What the exercise asks: In the listing below, how many lines contain the word "Kavi"? Answer with the number alone.

>>>>>

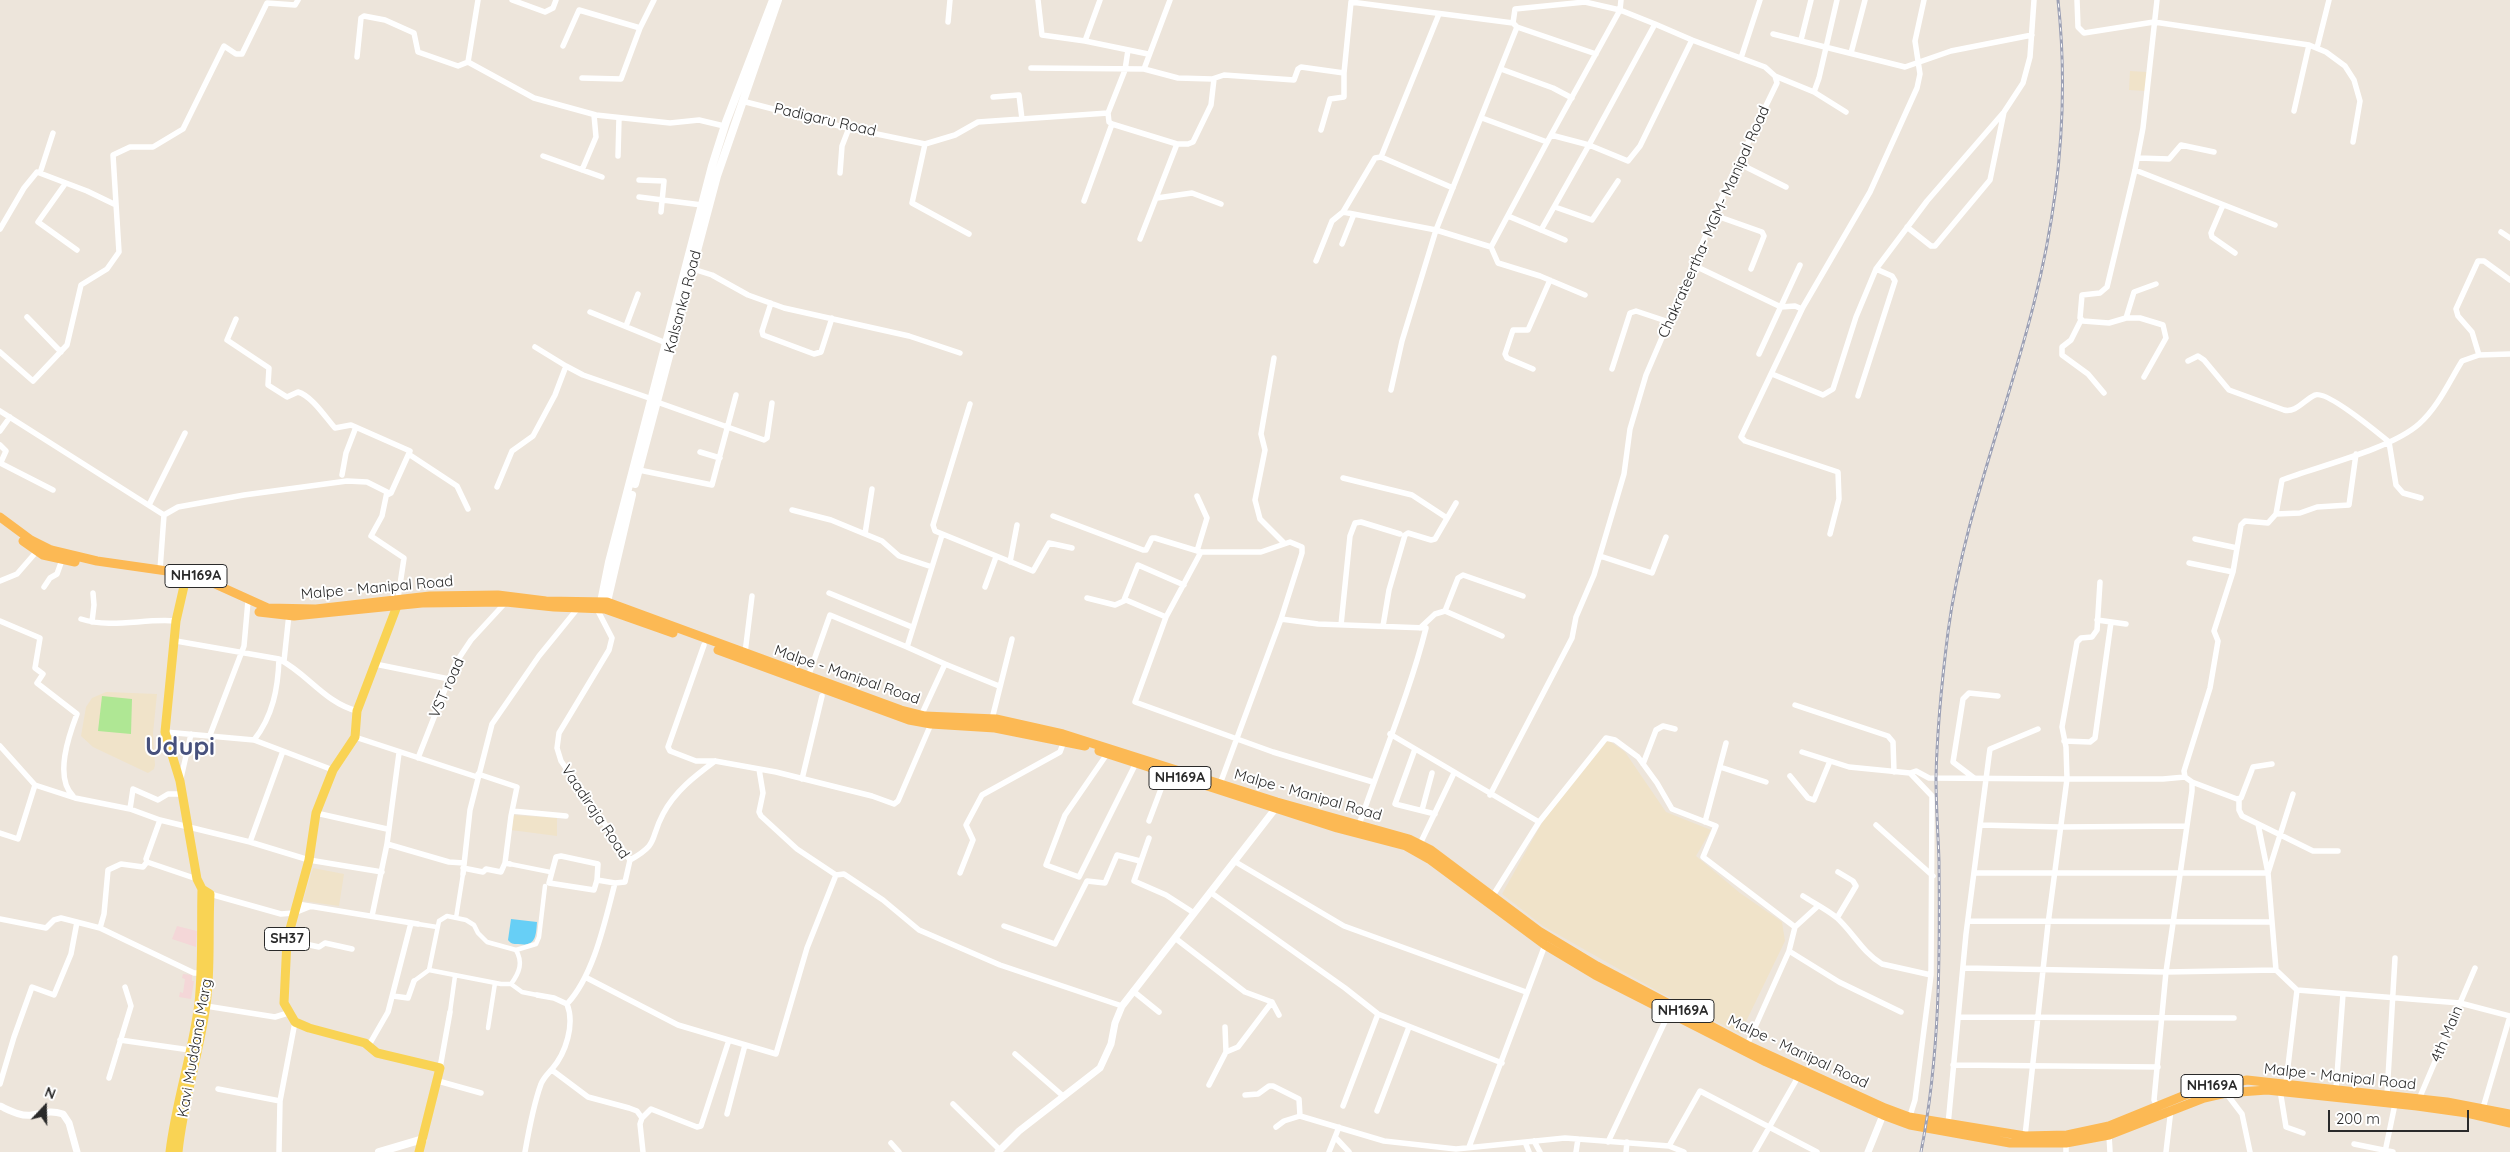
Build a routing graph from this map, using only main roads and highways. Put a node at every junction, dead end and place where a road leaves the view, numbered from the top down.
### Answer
1 (773, 0) edge
2 (778, 0) edge
3 (654, 400) junction
4 (0, 517) edge
5 (0, 524) edge
6 (187, 576) junction
7 (397, 602) junction
8 (602, 606) junction
9 (920, 719) junction
10 (1338, 824) junction
11 (202, 888) junction
12 (1648, 997) junction
13 (2283, 1087) junction
14 (2436, 1105) junction
15 (2510, 1114) edge
16 (1909, 1121) junction
17 (2510, 1123) edge
18 (2088, 1136) junction
19 (423, 1139) junction
20 (2028, 1144) edge
21 (2066, 1148) edge
22 (170, 1152) edge
23 (178, 1152) edge
24 (380, 1152) edge
25 (419, 1152) edge

1 - 3 main road
2 - 3 main road, Kalsanka Road
3 - 8 main road
3 - 8 main road, Kalsanka Road
4 - 6 highway, Malpe - Manipal Road / NH169A
5 - 6 highway, Malpe - Manipal Road / NH169A
6 - 7 highway, Malpe - Manipal Road / NH169A
6 - 11 main road, Kavi Muddana Marg
7 - 8 highway, Malpe - Manipal Road / NH169A
7 - 8 highway, Malpe - Manipal Road / NH169A
7 - 19 main road, SH37
8 - 9 highway, Malpe - Manipal Road / NH169A
8 - 9 highway, Malpe - Manipal Road / NH169A
9 - 10 highway, Malpe - Manipal Road / NH169A
9 - 10 highway, Malpe - Manipal Road / NH169A
10 - 12 highway, Malpe - Manipal Road / NH169A
10 - 12 highway, Malpe - Manipal Road / NH169A
11 - 22 main road, Kavi Muddana Marg
11 - 23 main road, Kavi Muddana Marg
12 - 16 highway, Malpe - Manipal Road / NH169A
12 - 16 highway, Malpe - Manipal Road / NH169A
13 - 14 highway, NH169A
13 - 14 highway, Malpe - Manipal Road / NH169A
13 - 18 highway, NH169A
13 - 18 highway, Malpe - Manipal Road / NH169A
14 - 15 highway, Malpe - Manipal Road / NH169A
14 - 17 highway, NH169A
16 - 20 highway, Malpe - Manipal Road / NH169A
18 - 20 highway, Malpe - Manipal Road / NH169A
18 - 21 highway, NH169A
19 - 24 main road
19 - 25 main road
20 - 21 highway, NH169A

<<<<<

Output: 3